Talk to them about investment diversity when they cannot buy groceries at any price. You are likely to hear them lamenting their poor pantry planning at the top of the list. Emergency planners list shelter, water, food at the top of anyone’s list. However, few of us can handle several days, let alone a week without resupply. Many cannot handle one day without stocked shelves nearby.

Suffice it to say, prudent people of significant maturity to recognize their world has numerous potentials for disaster will have a minimum of several weeks worth of food on hand at all times.

But we actually have a major food disaster unfolding

in slow motion right before our sleepy little eyes.

While far from sudden, the California drought is a disaster whose unremitting effects few seem to recognize yet. Most likely their fruit and nut trees will produce nearly nothing this year and farmers may require over 10 years of normal rainfall to come remotely close to past production levels. Visualize the market prices and availability that is roaring down the tracks at us RIGHT NOW.

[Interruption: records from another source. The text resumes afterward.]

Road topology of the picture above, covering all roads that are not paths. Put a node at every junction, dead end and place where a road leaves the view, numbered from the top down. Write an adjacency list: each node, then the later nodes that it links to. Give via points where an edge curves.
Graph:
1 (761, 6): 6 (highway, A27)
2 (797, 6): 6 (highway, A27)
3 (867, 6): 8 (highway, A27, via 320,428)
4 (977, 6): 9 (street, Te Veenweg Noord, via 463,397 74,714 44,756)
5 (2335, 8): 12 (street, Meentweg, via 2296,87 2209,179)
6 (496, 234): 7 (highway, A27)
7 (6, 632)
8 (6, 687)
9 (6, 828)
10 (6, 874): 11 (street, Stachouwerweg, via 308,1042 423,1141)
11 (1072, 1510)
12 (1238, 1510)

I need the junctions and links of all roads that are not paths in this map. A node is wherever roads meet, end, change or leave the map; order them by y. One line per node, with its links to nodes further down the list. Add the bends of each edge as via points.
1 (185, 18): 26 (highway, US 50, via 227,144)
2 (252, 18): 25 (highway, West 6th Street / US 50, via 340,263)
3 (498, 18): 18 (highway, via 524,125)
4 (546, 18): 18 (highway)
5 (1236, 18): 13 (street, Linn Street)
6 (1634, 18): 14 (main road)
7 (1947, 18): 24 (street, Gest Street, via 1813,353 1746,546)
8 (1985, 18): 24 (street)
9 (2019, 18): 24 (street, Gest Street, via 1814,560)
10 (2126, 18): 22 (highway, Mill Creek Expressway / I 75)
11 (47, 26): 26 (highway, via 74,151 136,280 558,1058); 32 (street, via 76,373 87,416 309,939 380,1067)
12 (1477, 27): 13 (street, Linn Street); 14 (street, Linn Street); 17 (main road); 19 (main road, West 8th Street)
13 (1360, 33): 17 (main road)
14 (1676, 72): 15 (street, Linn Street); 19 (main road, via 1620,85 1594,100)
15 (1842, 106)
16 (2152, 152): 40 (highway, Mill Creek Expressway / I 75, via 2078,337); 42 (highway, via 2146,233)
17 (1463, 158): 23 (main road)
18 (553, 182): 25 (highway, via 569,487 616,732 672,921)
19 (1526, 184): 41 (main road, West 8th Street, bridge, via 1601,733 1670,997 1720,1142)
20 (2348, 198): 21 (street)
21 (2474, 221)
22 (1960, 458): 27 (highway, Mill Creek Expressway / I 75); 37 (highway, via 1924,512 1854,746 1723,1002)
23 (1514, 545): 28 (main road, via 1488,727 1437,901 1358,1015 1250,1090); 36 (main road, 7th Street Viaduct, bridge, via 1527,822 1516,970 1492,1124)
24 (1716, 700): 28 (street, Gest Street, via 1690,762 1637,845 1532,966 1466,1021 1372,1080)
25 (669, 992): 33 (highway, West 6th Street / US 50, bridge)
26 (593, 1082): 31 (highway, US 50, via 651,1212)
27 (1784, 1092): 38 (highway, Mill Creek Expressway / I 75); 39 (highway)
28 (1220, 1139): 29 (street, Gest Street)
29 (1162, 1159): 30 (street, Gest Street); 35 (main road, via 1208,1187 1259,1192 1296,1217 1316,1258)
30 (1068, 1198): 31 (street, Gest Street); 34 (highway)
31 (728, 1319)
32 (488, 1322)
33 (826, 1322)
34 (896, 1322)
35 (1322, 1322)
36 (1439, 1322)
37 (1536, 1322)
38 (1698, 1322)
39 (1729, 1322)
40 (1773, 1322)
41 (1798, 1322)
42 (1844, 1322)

“California used to produce 82% of the world’s almonds.
California accounted for 45% of the nations’ citrus crop value.
California grape crop accounted for over 90% grape production.
California was #1 exporter of agricultural commodities in USofA.
California accounts for over half of the harvested fruit acreage.
In 2010, 92% of the U.S. tree nut production was harvested from Golden State.

California produces a sizable majority of many American fruits, vegetables, and nuts: 99 percent of artichokes, 99 percent of walnuts, 97 percent of kiwis, 97 percent of plums, 95 percent of celery, 95 percent of garlic, 89 percent of cauliflower, 71 percent of spinach, and 69 percent of carrots (and the list goes on and on).”

What amazes me in a supply and demand economy is that I can still easily afford nuts fruit, celery and garlic. In fact, the pending plummet in California produce has created little price rise despite the shortage that can easily be seen just around the corner.

And we are not talking a short-term scarcity here. Few of us will see affordable nuts for nearly a decade. Do you have a ten year supply of any you wish to eat or cook with? Five year? One year?

If not, at least prepare you head for doing without, because that is the only other choice.

Our nation’s produce supply will take a major hit as well. Surprisingly, you can still buy canned vegetables at pre-shortage prices. Smart money invests heavily in them. Price increases over the next year will be 50%, 100%, 500%, and more, depending on the commodity… And that assumes other economic factors remain relatively constant.

Compare that to your 401K and stock portfolio performances. Nothing will come close to a strong investment in food today.

Diversify your investments. Leave some in the fiat paper and derivatives markets for 3% or so gains with upward potential of maybe even a thrilling 5% … and downward potential up to 100%.

But if you want performance you can see, feel, taste and be dazzled with, buy food.

Even the most pessimistic downside gains beat any stocks, bonds or mutual funds you will find.


This isn’t the first time I have written on economics and the near future thereof.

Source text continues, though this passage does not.